● Work to complete: Scan the entries that follow for the word "middle", then report every line in which it appears.

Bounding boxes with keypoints
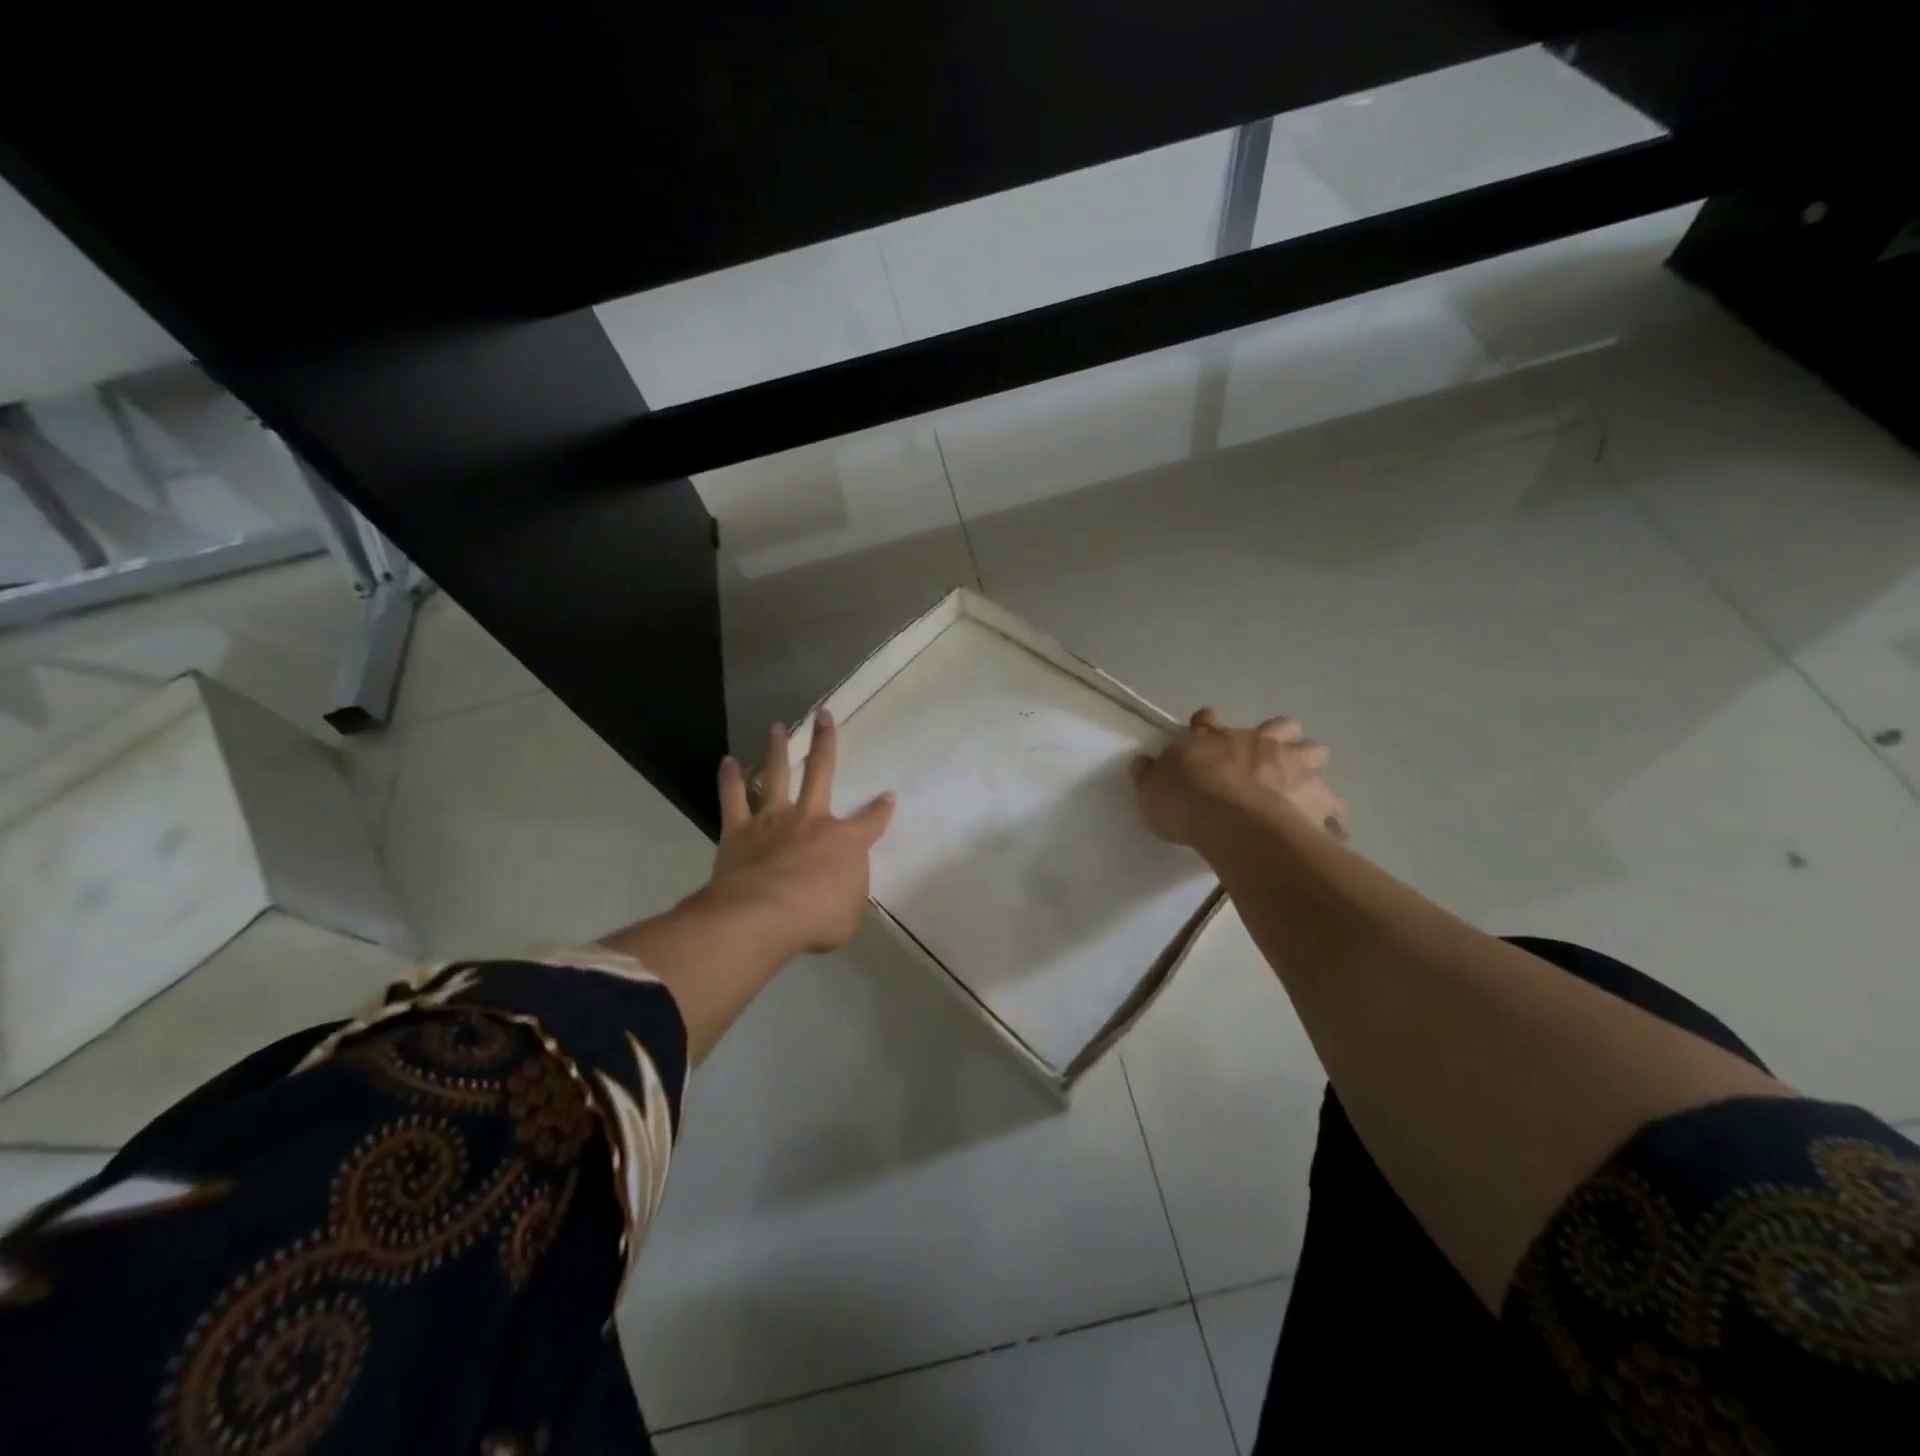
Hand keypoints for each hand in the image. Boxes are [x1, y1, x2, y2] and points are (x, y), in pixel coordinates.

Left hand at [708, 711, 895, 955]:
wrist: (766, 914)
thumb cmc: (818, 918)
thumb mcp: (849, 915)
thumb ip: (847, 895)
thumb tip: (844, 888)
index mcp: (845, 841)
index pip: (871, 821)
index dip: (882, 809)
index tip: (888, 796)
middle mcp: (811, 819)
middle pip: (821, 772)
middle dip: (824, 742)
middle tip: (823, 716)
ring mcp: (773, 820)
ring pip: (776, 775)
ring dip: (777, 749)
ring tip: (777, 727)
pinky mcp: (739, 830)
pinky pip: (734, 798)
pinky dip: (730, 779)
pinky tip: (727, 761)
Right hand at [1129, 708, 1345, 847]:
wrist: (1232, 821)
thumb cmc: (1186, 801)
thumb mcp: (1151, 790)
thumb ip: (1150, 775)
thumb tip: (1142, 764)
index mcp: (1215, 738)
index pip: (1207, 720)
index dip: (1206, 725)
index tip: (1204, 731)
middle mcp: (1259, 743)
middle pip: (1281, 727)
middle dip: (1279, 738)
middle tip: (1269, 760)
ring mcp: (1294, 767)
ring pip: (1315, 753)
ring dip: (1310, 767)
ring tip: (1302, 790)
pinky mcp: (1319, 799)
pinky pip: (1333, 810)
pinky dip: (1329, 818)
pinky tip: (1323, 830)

● Solution to this problem:
middle mcp: (811, 819)
middle pip: (821, 772)
middle dip: (824, 742)
middle tip: (823, 716)
middle mcp: (1259, 743)
middle pip: (1281, 727)
middle dip: (1279, 738)
middle tip: (1269, 760)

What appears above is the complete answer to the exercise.